Skip to content
This repository has been archived by the owner on Nov 3, 2018. It is now read-only.

About Temporal Versioning

Matt Johnson edited this page Jun 5, 2013 · 2 revisions

Temporal What???

If you have ever had a requirement or specification that includes the words "As Of", or "Effective" - then you have encountered a temporal effectivity concern.

Some examples:

  • Give an employee a raise effective next week.
  • Change a person's name as of their wedding date.
  • Use a different financial formula starting next month, or retroactively from last quarter.
  • Put a product on sale as of tomorrow, and put it back at the regular price effective next week.

This is quite different than just keeping track of what has changed. You must be able to use those changes at the appropriate times.

A relational database system might make use of history tables or use some advanced flavor of 6th normal form (6NF) to represent data like this. In a document database like RavenDB, we need a more robust way to handle these concerns. That is what the Temporal Versioning bundle accomplishes.

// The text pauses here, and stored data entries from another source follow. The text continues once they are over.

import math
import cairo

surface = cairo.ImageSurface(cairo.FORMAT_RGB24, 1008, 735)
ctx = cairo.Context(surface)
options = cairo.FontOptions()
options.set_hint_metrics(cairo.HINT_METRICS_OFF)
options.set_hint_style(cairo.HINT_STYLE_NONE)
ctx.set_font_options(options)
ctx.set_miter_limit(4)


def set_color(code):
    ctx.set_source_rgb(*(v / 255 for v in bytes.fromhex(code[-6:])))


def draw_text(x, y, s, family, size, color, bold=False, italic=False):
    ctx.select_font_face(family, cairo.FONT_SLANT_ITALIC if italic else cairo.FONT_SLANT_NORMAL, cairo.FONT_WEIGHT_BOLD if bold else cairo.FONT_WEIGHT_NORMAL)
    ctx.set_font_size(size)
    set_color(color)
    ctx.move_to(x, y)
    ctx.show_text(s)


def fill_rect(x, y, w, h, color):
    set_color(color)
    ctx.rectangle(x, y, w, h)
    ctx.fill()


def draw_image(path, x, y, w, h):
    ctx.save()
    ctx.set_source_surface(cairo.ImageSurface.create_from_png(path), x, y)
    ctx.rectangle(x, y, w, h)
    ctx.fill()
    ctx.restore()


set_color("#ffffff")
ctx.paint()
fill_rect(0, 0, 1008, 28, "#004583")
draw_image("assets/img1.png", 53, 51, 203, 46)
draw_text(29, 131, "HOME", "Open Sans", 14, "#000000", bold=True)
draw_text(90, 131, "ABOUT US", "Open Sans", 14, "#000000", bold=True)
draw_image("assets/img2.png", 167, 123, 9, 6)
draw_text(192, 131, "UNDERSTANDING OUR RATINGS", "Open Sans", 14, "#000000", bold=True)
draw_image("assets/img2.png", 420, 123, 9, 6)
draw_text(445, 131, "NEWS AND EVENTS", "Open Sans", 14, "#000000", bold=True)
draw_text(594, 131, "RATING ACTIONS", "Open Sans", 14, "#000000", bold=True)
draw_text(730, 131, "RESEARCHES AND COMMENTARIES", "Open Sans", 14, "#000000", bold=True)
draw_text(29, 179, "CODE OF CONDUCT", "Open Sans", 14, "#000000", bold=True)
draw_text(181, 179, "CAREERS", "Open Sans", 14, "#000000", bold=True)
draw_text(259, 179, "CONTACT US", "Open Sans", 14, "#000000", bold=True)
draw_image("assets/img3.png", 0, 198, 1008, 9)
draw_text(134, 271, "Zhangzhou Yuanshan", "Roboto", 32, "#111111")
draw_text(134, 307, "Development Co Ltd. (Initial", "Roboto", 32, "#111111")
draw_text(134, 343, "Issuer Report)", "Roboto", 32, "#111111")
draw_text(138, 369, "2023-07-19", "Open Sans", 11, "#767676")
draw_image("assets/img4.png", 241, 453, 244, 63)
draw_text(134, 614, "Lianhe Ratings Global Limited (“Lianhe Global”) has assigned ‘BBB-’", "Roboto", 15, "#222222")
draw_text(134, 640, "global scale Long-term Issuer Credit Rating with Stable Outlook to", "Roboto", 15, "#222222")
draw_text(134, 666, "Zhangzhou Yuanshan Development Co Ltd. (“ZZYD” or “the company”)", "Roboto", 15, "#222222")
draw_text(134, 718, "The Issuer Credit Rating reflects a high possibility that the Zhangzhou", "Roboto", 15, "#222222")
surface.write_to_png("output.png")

It's important to realize that temporal versioning is usually for providing a temporal context where none naturally exists in the data. For example, if you record a series of events that took place at a particular time, the timestamp of each event is already providing temporal context. It probably doesn't make sense to add another one with temporal versioning. If you wanted to track changes to those events, the regular RavenDB Versioning bundle may be more appropriate.